As far as I know the integral gives the area under the curve. So I didn't get how the double integral is giving the value of pi using P(x,y).
Also how did it convert to mean in the octave. I am just a beginner. So please some guidance is required
 A: With respect to the double integral 
$4 \iint I(x^2 + y^2 < 1) P(x, y) dx~dy$,
we can easily see that this evaluates to $\pi$ if we actually perform the calculation. First notice that the function P is 1 only on the inside of the unit square in the upper right quadrant. Consequently, we can rewrite the integral as $4 \int_0^1 \int_0^1 I(x^2 + y^2 < 1) dx~dy$.Now we notice that the indicator function is 1 when ever the coordinate (x, y) is inside the unit circle. This means that multiplying the two values will yield 1 when ever (x, y) is in the upper right quadrant of the unit circle, and will be 0 everywhere else. We can therefore transform our double integral into 
$4 \int_0^1 \int_0^{\sqrt{1 - y^2}} 1~dx~dy = 4 \int_0^1 \sqrt{1-y^2} dy = 4 \frac{\pi}{4} = \pi$.
If we think carefully about what the indicator and P are doing, intuitively it should be obvious what is going on. These two functions will be 1 in the red area of your diagram. If we think about what the area of a quarter of a unit circle is, it should be obvious that it is $\pi/4$ since $\pi~r^2 = \pi~1^2 = \pi$. This integral is just a round about way of calculating the area of a quarter of the unit circle.
With respect to the octave code, if we go through it piece by piece everything should be clear. 
First we have a=rand(S, 2). All this does is generate S samples from the unit square in the upper right quadrant. In other words, it generates samples from the square shown in his diagram. Note that P will evaluate to 1 for all the S samples in a.

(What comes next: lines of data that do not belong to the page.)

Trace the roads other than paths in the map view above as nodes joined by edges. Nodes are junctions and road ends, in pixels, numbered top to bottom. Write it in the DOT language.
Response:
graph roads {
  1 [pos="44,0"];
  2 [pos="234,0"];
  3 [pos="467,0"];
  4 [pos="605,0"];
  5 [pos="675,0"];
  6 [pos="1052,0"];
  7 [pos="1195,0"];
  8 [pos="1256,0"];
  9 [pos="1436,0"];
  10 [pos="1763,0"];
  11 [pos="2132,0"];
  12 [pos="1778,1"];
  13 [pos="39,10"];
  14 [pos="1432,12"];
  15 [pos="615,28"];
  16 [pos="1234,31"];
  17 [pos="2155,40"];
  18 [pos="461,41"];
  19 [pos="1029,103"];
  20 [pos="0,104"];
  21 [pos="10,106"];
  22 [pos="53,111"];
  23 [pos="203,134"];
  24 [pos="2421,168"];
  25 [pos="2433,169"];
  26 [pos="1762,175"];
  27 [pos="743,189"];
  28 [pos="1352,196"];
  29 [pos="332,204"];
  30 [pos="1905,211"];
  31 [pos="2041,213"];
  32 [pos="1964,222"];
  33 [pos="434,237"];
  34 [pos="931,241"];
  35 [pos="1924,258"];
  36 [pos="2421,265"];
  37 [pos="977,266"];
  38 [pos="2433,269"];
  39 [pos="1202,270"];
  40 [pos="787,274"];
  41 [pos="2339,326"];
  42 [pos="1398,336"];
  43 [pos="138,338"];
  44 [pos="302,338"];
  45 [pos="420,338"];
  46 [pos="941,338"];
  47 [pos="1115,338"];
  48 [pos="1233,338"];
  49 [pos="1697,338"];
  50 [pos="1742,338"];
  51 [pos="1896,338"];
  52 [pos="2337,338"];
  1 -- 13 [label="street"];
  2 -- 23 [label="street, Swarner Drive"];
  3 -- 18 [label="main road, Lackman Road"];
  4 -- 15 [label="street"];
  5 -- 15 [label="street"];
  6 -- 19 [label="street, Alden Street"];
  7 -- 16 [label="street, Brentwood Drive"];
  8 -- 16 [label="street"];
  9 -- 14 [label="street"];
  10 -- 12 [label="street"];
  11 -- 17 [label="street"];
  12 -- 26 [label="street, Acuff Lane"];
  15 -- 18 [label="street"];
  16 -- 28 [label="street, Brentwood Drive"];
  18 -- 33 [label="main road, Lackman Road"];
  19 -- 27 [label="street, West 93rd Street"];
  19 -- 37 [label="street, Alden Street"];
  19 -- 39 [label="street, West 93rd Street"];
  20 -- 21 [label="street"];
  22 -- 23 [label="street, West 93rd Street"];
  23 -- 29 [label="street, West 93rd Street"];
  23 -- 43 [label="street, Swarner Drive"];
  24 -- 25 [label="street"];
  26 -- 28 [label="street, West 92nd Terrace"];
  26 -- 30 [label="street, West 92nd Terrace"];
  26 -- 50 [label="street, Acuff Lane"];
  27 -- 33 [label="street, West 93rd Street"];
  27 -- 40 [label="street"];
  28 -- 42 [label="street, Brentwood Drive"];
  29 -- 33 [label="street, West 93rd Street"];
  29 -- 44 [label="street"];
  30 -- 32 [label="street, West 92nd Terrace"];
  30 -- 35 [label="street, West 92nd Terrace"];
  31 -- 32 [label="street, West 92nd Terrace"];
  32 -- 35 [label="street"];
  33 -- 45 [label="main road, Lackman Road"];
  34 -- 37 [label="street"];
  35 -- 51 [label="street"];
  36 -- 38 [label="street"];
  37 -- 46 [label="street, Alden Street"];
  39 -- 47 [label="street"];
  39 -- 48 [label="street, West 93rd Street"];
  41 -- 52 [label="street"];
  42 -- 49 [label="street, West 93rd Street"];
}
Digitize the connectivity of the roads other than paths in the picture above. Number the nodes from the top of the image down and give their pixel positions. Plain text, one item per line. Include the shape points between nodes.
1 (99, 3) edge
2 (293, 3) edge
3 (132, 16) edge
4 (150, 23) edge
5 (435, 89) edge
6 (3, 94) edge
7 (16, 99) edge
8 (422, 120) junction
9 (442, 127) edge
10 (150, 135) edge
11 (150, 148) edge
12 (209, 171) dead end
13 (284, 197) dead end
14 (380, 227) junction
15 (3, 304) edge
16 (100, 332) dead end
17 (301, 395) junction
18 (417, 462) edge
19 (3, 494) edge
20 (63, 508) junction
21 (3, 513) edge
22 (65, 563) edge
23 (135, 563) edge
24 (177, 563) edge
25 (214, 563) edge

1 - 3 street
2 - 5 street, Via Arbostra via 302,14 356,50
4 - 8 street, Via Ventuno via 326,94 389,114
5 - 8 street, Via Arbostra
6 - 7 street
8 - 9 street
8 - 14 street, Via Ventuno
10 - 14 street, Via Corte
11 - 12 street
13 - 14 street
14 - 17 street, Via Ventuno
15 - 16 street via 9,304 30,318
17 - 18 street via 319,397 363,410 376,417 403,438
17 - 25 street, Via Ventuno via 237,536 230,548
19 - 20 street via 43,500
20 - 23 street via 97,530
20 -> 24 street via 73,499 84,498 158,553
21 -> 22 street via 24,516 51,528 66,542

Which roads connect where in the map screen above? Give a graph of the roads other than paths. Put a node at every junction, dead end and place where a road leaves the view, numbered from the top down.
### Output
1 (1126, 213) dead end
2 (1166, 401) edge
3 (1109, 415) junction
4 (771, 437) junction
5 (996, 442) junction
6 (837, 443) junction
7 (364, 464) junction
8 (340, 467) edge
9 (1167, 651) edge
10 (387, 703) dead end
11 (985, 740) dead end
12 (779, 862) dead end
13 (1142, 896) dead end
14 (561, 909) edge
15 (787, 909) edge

Next we have this mysterious expression a.*a. All this does is multiply each entry in the matrix by itself. The sum with the 2 says to add each row in a, so in effect, sum(a.*a, 2) says compute $x^2 + y^2$ for each of my S samples. The < operator will return a 1 if true or a 0 if false, so it basically serves like our indicator function in the integral. In other words, the result of sum(a.*a, 2) < 1 will be a bunch of 1's and 0's, where a 1 indicates that a sample was inside the upper right quadrant of the unit circle and a 0 indicates that the sample was outside the unit circle (but still inside the unit square of course).
The key observation is that the ratio of 1's to 0's in this sampling scheme will be identical to the integral $\int_0^1 \int_0^1 I(x^2 + y^2 < 1) dx~dy$. Thus all we have to do is take the mean of the 1's and 0's, which is exactly the ratio we want. Finally we multiply by 4, and we have $\pi$. Thus the code 4*mean(sum(a.*a, 2)<1) really does approximate the integral we care about, which as we just showed, is exactly the value of $\pi$.